HYPOTHESIS: Carbon based nanofibrous materials are considered to be promising sorbents for the CO2 capture and storage. However, the precise control of porous structure with flexibility still remains a challenging task. In this research, we report a simple strategy to develop tin oxide (SnO2) embedded, flexible and highly porous core-shell structured carbon nanofibers (CNFs) derived from polyacrylonitrile (PAN)/polyvinylidene fluoride (PVDF) core-shell nanofibers. EXPERIMENT: PAN/PVDF core-shell solutions were electrospun using co-axial electrospinning process. The as spun PAN core, and PVDF shell, with an appropriate amount of SnO2, fibers were stabilized followed by carbonization to develop SnO2 embedded highly porous and flexible core-shell structured CNFs. FINDINGS: The optimized CNFs membrane shows a prominent CO2 capture capacity of 2.6 mmol g-1 at room temperature, excellent CO2 selectivity than N2, and a remarkable cyclic stability. After 20 adsorption-desorption cycles, the CO2 capture capacity retains >95% of the preliminary value showing the long-term stability and practical worth of the final product.
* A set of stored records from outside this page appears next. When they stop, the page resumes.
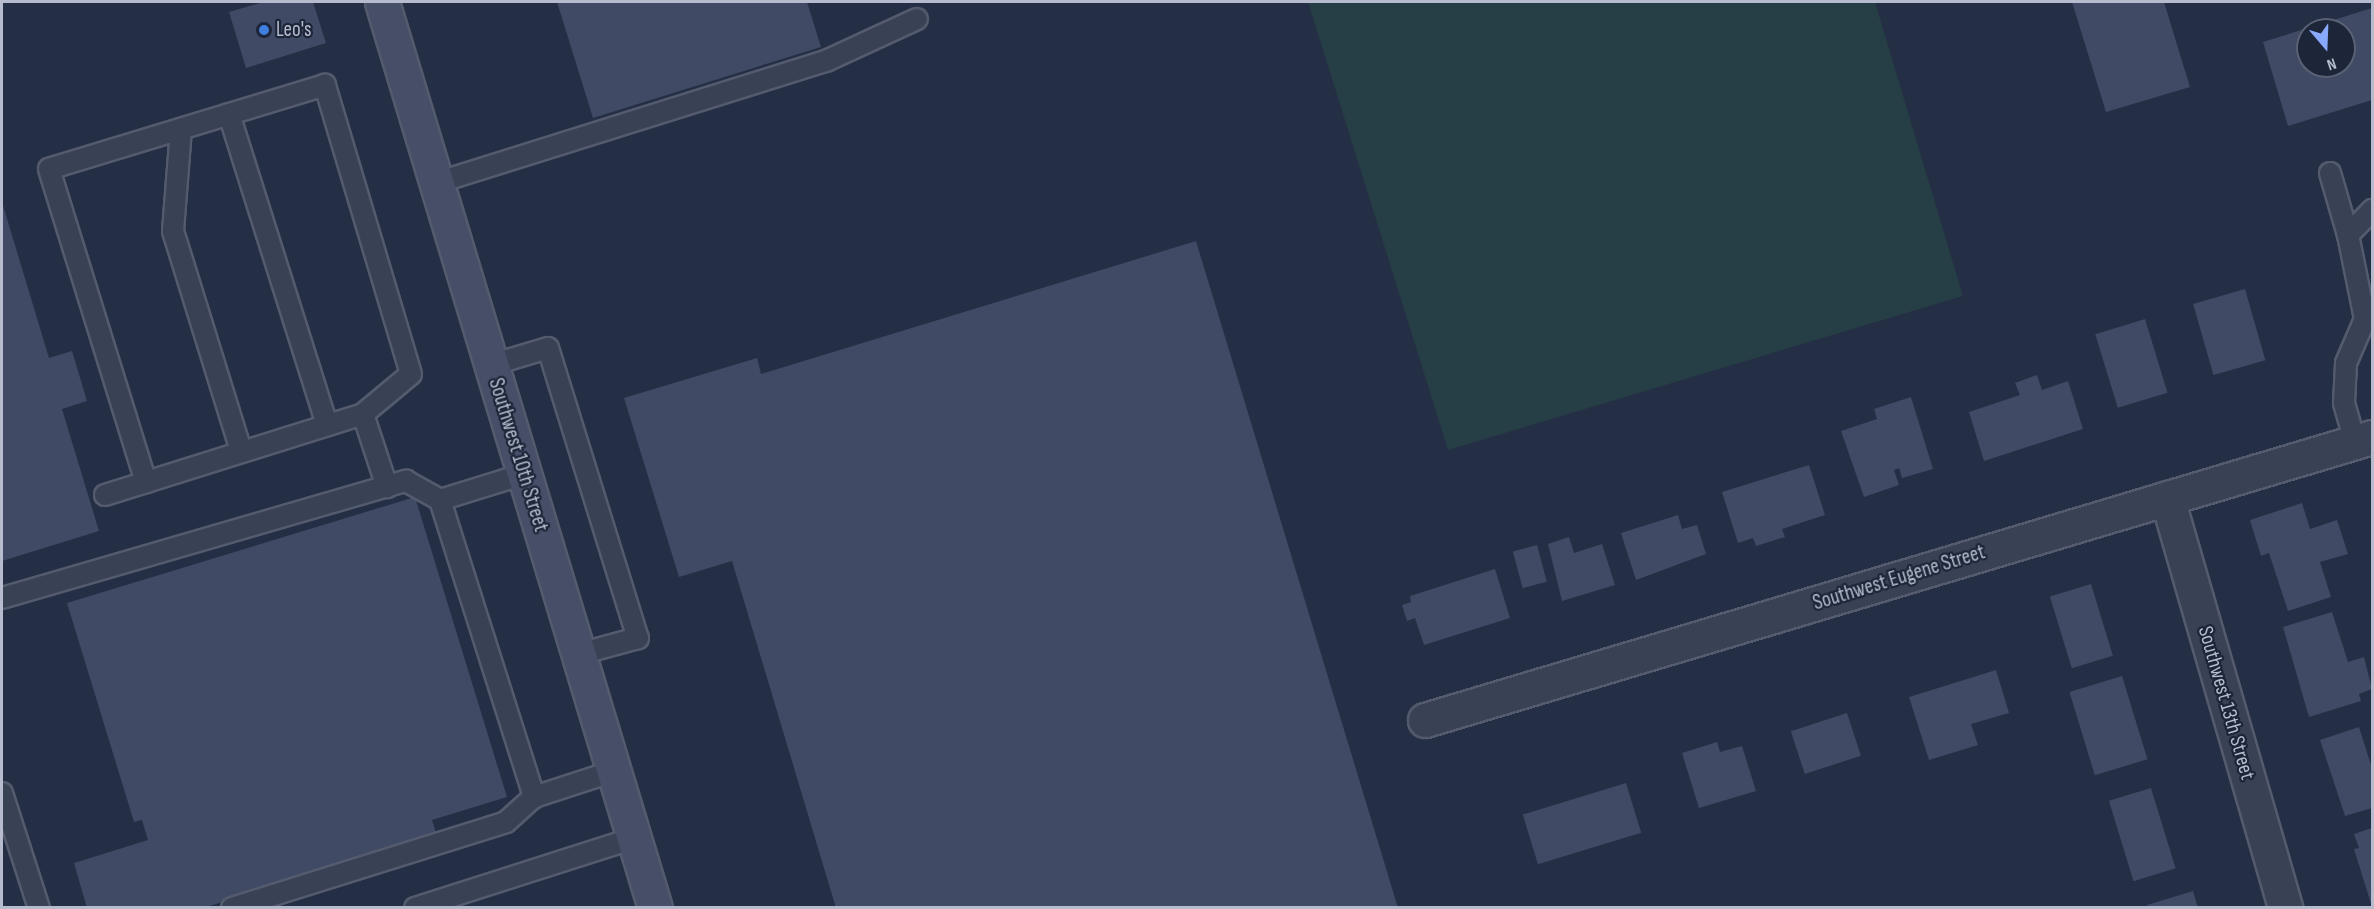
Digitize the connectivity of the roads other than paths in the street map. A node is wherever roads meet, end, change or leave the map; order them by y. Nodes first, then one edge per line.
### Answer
1 (382, 2) edge
2 (917, 18) dead end
3 (229, 114) junction
4 (181, 129) junction
5 (2330, 173) dead end
6 (436, 183) junction
7 (2373, 210) edge
8 (2348, 235) junction
9 (491, 365) junction
10 (363, 414) junction
11 (327, 424) junction
12 (2364, 439) edge
13 (241, 452) junction
14 (524, 474) junction
15 (146, 482) junction
16 (387, 487) junction
17 (105, 495) dead end
18 (2167, 498) junction
19 (440, 500) junction
20 (2, 598) edge
21 (579, 654) junction
22 (1425, 720) dead end
23 (614, 771) junction
24 (2, 793) edge
25 (534, 797) junction
26 (634, 838) junction
27 (39, 908) edge
28 (232, 908) edge
29 (415, 908) edge
30 (655, 908) edge
31 (2285, 908) edge

1 - 6 street, Southwest 10th Street
2 - 6 lane
3 - 4 lane
3 - 10 lane
3 - 11 lane
4 - 13 lane
4 - 15 lane
5 - 8 lane
6 - 9 street, Southwest 10th Street
7 - 8 lane
8 - 12 lane
9 - 14 street, Southwest 10th Street
9 - 21 lane
10 - 11 lane
10 - 16 lane
11 - 13 lane
12 - 18 street, Southwest Eugene Street
13 - 15 lane
14 - 19 lane
14 - 21 street, Southwest 10th Street
15 - 17 lane
16 - 19 lane
16 - 20 lane
18 - 22 street, Southwest Eugene Street
18 - 31 street, Southwest 13th Street
19 - 25 lane
21 - 23 street, Southwest 10th Street
23 - 25 lane
23 - 26 street, Southwest 10th Street
24 - 27 lane
25 - 28 lane
26 - 29 lane
26 - 30 street, Southwest 10th Street

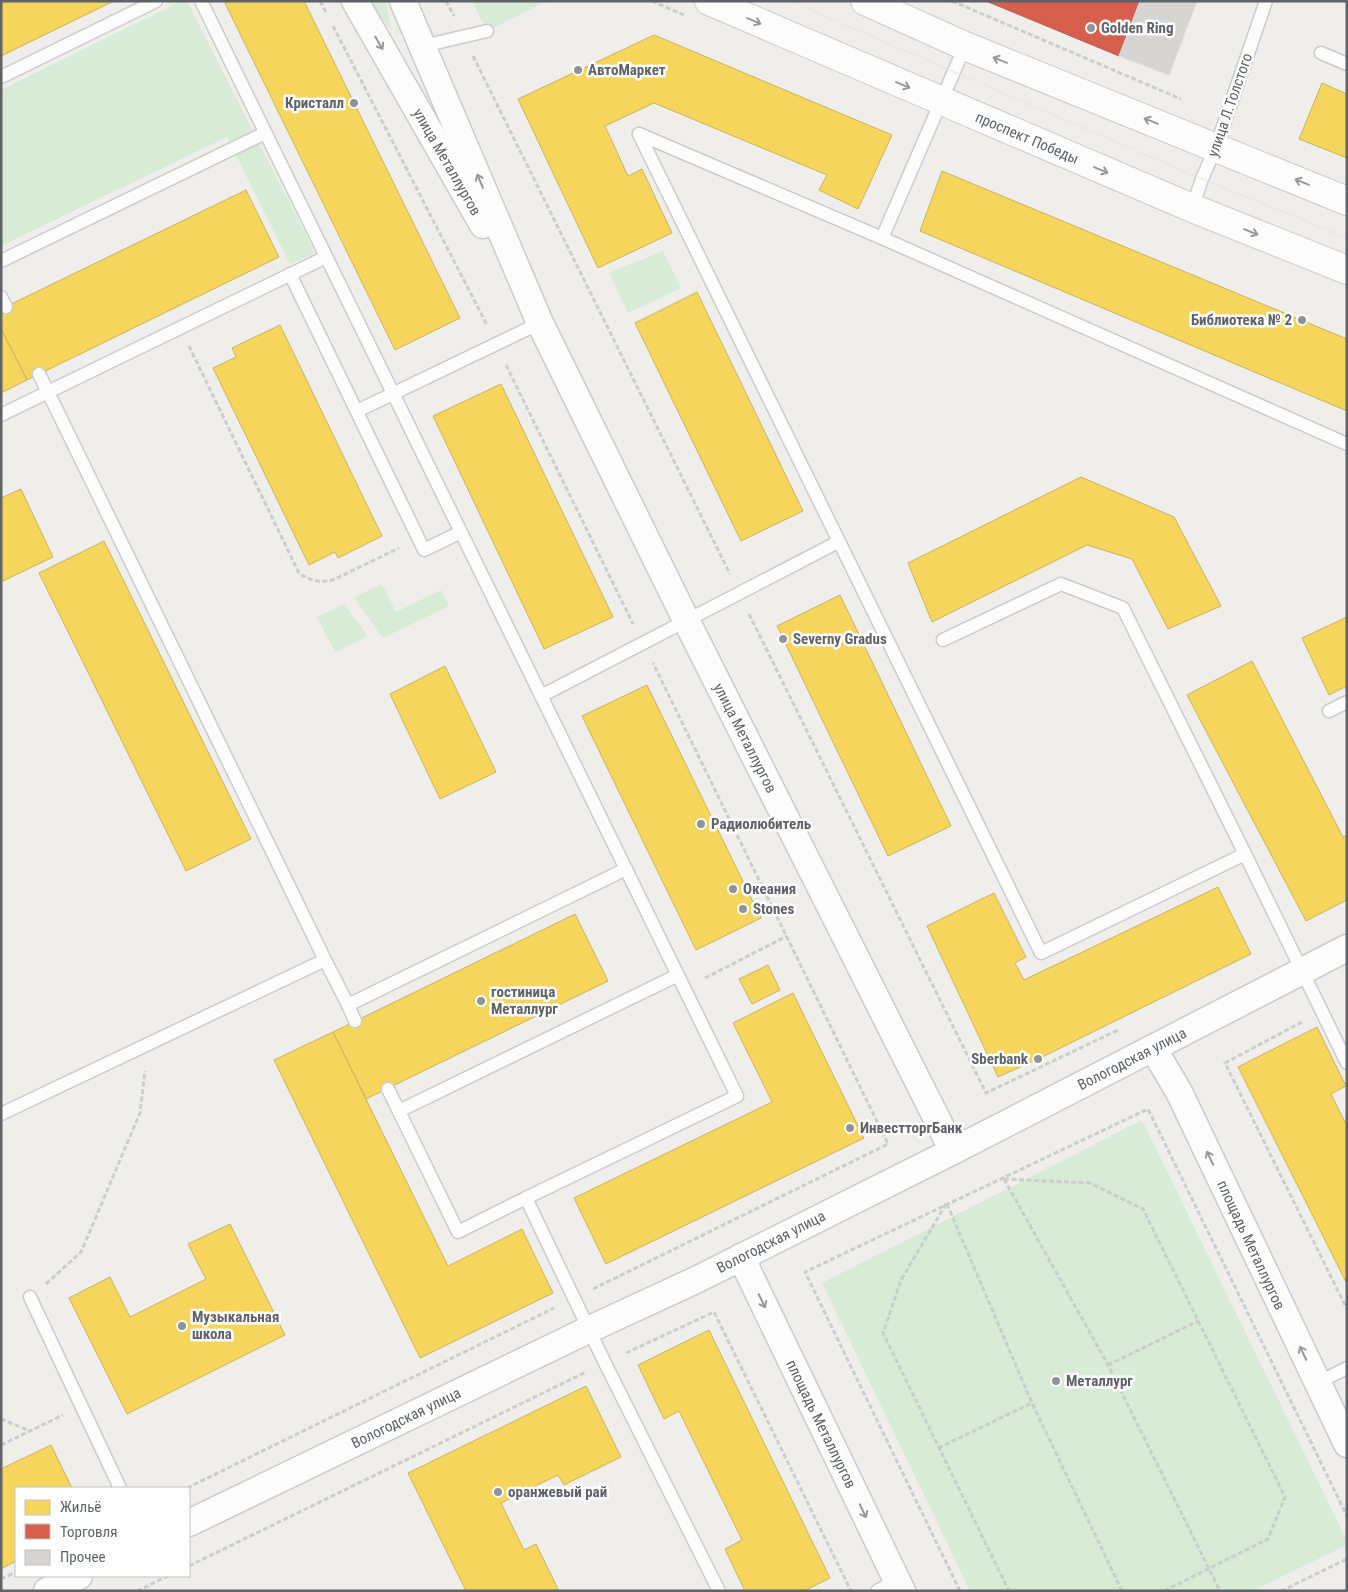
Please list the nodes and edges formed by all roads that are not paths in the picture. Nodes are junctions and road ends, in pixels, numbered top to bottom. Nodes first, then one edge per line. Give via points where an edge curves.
1 (156, 1) edge
2 (201, 1) edge
3 (355, 1) edge
4 (403, 1) edge
5 (709, 1) edge
6 (864, 1) edge
7 (1266, 1) edge
8 (487, 31) dead end
9 (423, 46) junction
10 (965, 46) junction
11 (1321, 54) dead end
12 (1347, 64) edge
13 (1, 77) edge
14 (941, 102) junction
15 (265, 132) junction
16 (1216, 147) junction
17 (1347, 201) edge
18 (1192, 208) junction
19 (882, 238) junction
20 (326, 257) junction
21 (1, 261) edge
22 (1347, 270) edge
23 (290, 274) junction
24 (540, 323) junction
25 (39, 374) dead end
26 (48, 392) junction
27 (393, 394) junction
28 (357, 411) junction
29 (1, 415) edge
30 (1347, 444) edge
31 (461, 532) junction
32 (838, 542) junction
33 (687, 622) junction
34 (943, 640) dead end
35 (541, 696) junction
36 (1347, 702) edge
37 (1329, 711) dead end
38 (1245, 854) junction
39 (626, 869) junction
40 (1347, 948) edge
41 (325, 960) junction
42 (1301, 972) junction
43 (678, 975) junction
44 (348, 1005) junction
45 (355, 1021) dead end
46 (1153, 1048) junction
47 (1347, 1063) edge
48 (388, 1089) dead end
49 (399, 1111) junction
50 (1, 1114) edge
51 (953, 1151) junction
52 (526, 1198) junction
53 (741, 1257) junction
54 (30, 1297) road end
55 (590, 1329) junction
56 (1347, 1368) edge
57 (1317, 1383) junction
58 (1347, 1444) edge
59 (120, 1487) edge
60 (190, 1523) edge
61 (78, 1581) edge
62 (892, 1587) edge
63 (47, 1591) edge
64 (719, 1591) edge

1 - 13 lane
2 - 15 lane
3 -> 24 street, улица Металлургов
4 - 9 street, улица Металлургов
5 -> 14 street, проспект Победы
6 - 10 street
7 - 16 lane, улица Л.Толстого
8 - 9 lane
24 -> 9 street, улица Металлургов
10 - 14 lane
16 -> 10 street
11 - 12 lane
14 -> 18 street, проспект Победы
14 - 19 lane
15 - 20 lane
15 - 21 lane
17 -> 16 street
16 - 18 lane, улица Л.Толстого
18 -> 22 street, проспект Победы
19 - 30 lane
19 - 32 lane via 639,134
20 - 23 lane
20 - 27 lane
23 - 26 lane
23 - 28 lane
24 - 27 lane
24 - 33 street, улица Металлургов
25 - 26 lane
26 - 29 lane
26 - 41 lane
27 - 28 lane
27 - 31 lane
28 - 31 lane via 424,550
31 - 35 lane
32 - 33 lane
32 - 38 lane via 1041,953
33 - 35 lane
33 - 51 street, улица Металлургов
34 - 38 lane via 1061,584 1123,608
35 - 39 lane
36 - 37 lane
38 - 42 lane
39 - 43 lane
39 - 44 lane
40 - 42 street, Вологодская улица
41 - 44 lane
41 - 50 lane
42 - 46 street, Вологодская улица
42 - 47 lane
43 - 49 lane
43 - 52 lane via 736,1096
44 - 45 lane
46 - 51 street, Вологодская улица
57 -> 46 street, площадь Металлургов via 1179,1092
48 - 49 lane
49 - 52 lane via 458,1232
51 - 53 street, Вологодская улица
52 - 55 lane
53 - 55 street, Вологодская улица
53 -> 62 street, площадь Металлургов
54 - 59 lane
55 - 60 street, Вологодская улица
55 - 64 lane
56 - 57 lane
57 - 58 street, площадь Металлургов
61 - 63 street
The loading of SnO2 nanoparticles in the carbon matrix not only enhanced the thermal stability of the precursor nanofibers, their surface characteristics, and porous structure to capture CO2 molecules, but also improves the flexibility of the CNFs by serving as a plasticizer for single-fiber-crack connection. Meaningfully, the flexible SnO2 embedded core-shell CNFs with excellent structural stability can prevail the limitations of annihilation and collapse of structures for conventional adsorbents, which makes them strongly useful and applicable. This research introduces a new route to produce highly porous and flexible materials as solid adsorbents for CO2 capture.